## The task
Copy each entry below exactly.

Data excerpts:
___

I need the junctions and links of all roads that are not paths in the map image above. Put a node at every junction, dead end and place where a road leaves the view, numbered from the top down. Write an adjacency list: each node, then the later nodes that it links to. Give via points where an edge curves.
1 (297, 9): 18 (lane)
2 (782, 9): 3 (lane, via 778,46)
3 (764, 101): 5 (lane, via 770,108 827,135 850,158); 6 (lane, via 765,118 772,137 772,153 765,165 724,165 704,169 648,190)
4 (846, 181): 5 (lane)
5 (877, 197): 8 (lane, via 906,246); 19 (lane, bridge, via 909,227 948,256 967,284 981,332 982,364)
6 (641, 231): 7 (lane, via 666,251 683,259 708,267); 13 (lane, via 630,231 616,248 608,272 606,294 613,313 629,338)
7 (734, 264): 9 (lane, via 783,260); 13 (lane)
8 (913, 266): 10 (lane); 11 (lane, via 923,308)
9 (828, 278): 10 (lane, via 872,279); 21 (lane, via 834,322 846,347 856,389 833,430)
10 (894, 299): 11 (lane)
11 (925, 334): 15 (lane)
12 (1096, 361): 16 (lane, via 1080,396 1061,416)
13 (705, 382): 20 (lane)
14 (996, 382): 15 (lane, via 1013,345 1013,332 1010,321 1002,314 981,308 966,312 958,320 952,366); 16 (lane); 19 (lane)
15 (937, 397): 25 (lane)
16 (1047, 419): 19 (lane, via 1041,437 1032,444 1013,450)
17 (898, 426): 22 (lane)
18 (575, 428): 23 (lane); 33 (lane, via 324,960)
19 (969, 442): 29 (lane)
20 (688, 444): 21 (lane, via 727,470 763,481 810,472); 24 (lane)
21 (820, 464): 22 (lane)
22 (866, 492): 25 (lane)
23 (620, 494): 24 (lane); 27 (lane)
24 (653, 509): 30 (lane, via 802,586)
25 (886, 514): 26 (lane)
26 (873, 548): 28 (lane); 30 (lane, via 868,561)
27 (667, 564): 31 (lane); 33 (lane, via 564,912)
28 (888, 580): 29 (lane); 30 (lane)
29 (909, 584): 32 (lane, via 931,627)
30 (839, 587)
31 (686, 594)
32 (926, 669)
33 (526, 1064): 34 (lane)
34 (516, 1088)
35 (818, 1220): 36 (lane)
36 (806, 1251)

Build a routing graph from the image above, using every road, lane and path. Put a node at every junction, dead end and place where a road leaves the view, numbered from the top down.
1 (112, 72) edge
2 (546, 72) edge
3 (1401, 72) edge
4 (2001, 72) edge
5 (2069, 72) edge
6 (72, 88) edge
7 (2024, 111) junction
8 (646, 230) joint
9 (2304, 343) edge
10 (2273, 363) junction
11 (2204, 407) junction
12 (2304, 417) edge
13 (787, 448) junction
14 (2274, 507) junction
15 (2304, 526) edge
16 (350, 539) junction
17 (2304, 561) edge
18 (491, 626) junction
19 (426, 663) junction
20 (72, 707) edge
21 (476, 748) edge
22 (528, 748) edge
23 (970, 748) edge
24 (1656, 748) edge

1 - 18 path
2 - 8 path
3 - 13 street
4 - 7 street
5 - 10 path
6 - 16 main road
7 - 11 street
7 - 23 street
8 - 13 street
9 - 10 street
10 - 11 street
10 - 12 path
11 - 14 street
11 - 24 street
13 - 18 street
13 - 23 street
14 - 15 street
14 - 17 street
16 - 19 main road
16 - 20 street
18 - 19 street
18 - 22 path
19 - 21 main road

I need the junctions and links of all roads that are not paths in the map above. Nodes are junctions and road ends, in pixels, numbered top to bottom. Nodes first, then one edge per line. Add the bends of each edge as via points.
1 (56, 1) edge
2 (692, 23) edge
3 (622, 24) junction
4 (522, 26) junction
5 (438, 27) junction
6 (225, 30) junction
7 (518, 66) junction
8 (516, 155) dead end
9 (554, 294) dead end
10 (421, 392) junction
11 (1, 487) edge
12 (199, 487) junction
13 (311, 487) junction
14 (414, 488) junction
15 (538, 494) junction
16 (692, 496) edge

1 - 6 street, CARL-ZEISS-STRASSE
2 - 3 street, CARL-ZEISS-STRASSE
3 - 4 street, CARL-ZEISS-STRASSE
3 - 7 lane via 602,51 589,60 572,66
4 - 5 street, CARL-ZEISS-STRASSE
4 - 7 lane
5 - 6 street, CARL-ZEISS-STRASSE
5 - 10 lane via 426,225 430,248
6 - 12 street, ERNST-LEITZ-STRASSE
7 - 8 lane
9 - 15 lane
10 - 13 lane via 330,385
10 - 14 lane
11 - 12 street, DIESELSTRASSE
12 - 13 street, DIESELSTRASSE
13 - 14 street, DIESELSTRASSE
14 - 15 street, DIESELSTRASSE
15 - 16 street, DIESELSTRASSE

___

## Solved exercise
I need the junctions and links of all roads that are not paths in the map image above. Put a node at every junction, dead end and place where a road leaves the view, numbered from the top down. Write an adjacency list: each node, then the later nodes that it links to. Give via points where an edge curves.
1 (297, 9): 18 (lane)
2 (782, 9): 3 (lane, via 778,46)
3 (764, 101): 5 (lane, via 770,108 827,135 850,158); 6 (lane, via 765,118 772,137 772,153 765,165 724,165 704,169 648,190)
4 (846, 181): 5 (lane)
5 (877, 197): 8 (lane, via 906,246); 19 (lane, bridge, via 909,227 948,256 967,284 981,332 982,364)
6 (641, 231): 7 (lane, via 666,251 683,259 708,267); 13 (lane, via 630,231 616,248 608,272 606,294 613,313 629,338)
7 (734, 264): 9 (lane, via 783,260); 13 (lane)
8 (913, 266): 10 (lane); 11 (lane, via 923,308)
9 (828, 278): 10 (lane, via 872,279); 21 (lane, via 834,322 846,347 856,389 833,430)
10 (894, 299): 11 (lane)
11 (925, 334): 15 (lane)
12 (1096, 361): 16 (lane, via 1080,396 1061,416)
13 (705, 382): 20 (lane)
14 (996, 382): 15 (lane, via 1013,345 1013,332 1010,321 1002,314 981,308 966,312 958,320 952,366); 16 (lane); 19 (lane)
15 (937, 397): 25 (lane)
16 (1047, 419): 19 (lane, via 1041,437 1032,444 1013,450)
17 (898, 426): 22 (lane)
18 (575, 428): 23 (lane); 33 (lane, via 324,960)
19 (969, 442): 29 (lane)
20 (688, 444): 21 (lane, via 727,470 763,481 810,472); 24 (lane)
21 (820, 464): 22 (lane)
22 (866, 492): 25 (lane)
23 (620, 494): 24 (lane); 27 (lane)
24 (653, 509): 30 (lane, via 802,586)
25 (886, 514): 26 (lane)
26 (873, 548): 28 (lane); 30 (lane, via 868,561)
27 (667, 564): 31 (lane); 33 (lane, via 564,912)
28 (888, 580): 29 (lane); 30 (lane)
29 (909, 584): 32 (lane, via 931,627)
30 (839, 587)
31 (686, 594)
32 (926, 669)
33 (526, 1064): 34 (lane)
34 (516, 1088)
35 (818, 1220): 36 (lane)
36 (806, 1251)

Build a routing graph from the image above, using every road, lane and path. Put a node at every junction, dead end and place where a road leaves the view, numbered from the top down.
1 (112, 72) edge
2 (546, 72) edge
3 (1401, 72) edge
4 (2001, 72) edge
5 (2069, 72) edge
6 (72, 88) edge
7 (2024, 111) junction
8 (646, 230) joint
9 (2304, 343) edge
10 (2273, 363) junction
11 (2204, 407) junction
12 (2304, 417) edge
13 (787, 448) junction
14 (2274, 507) junction
15 (2304, 526) edge
16 (350, 539) junction
17 (2304, 561) edge
18 (491, 626) junction
19 (426, 663) junction
20 (72, 707) edge
21 (476, 748) edge
22 (528, 748) edge
23 (970, 748) edge
24 (1656, 748) edge

1 - 18 path
2 - 8 path
3 - 13 street
4 - 7 street
5 - 10 path
6 - 16 main road
7 - 11 street
7 - 23 street
8 - 13 street
9 - 10 street
10 - 11 street
10 - 12 path
11 - 14 street
11 - 24 street
13 - 18 street
13 - 23 street
14 - 15 street
14 - 17 street
16 - 19 main road
16 - 20 street
18 - 19 street
18 - 22 path
19 - 21 main road

I need the junctions and links of all roads that are not paths in the map above. Nodes are junctions and road ends, in pixels, numbered top to bottom. Nodes first, then one edge per line. Add the bends of each edge as via points.
1 (56, 1) edge
2 (692, 23) edge
3 (622, 24) junction
4 (522, 26) junction
5 (438, 27) junction
6 (225, 30) junction
7 (518, 66) junction
8 (516, 155) dead end
9 (554, 294) dead end
10 (421, 392) junction
11 (1, 487) edge
12 (199, 487) junction
13 (311, 487) junction
14 (414, 488) junction
15 (538, 494) junction
16 (692, 496) edge

1 - 6 street, CARL-ZEISS-STRASSE
2 - 3 street, CARL-ZEISS-STRASSE
3 - 4 street, CARL-ZEISS-STRASSE
3 - 7 lane via 602,51 589,60 572,66
4 - 5 street, CARL-ZEISS-STRASSE
4 - 7 lane
5 - 6 street, CARL-ZEISS-STRASSE
5 - 10 lane via 426,225 430,248
6 - 12 street, ERNST-LEITZ-STRASSE
7 - 8 lane
9 - 15 lane
10 - 13 lane via 330,385
10 - 14 lane
11 - 12 street, DIESELSTRASSE
12 - 13 street, DIESELSTRASSE
13 - 14 street, DIESELSTRASSE
14 - 15 street, DIESELSTRASSE
15 - 16 street, DIESELSTRASSE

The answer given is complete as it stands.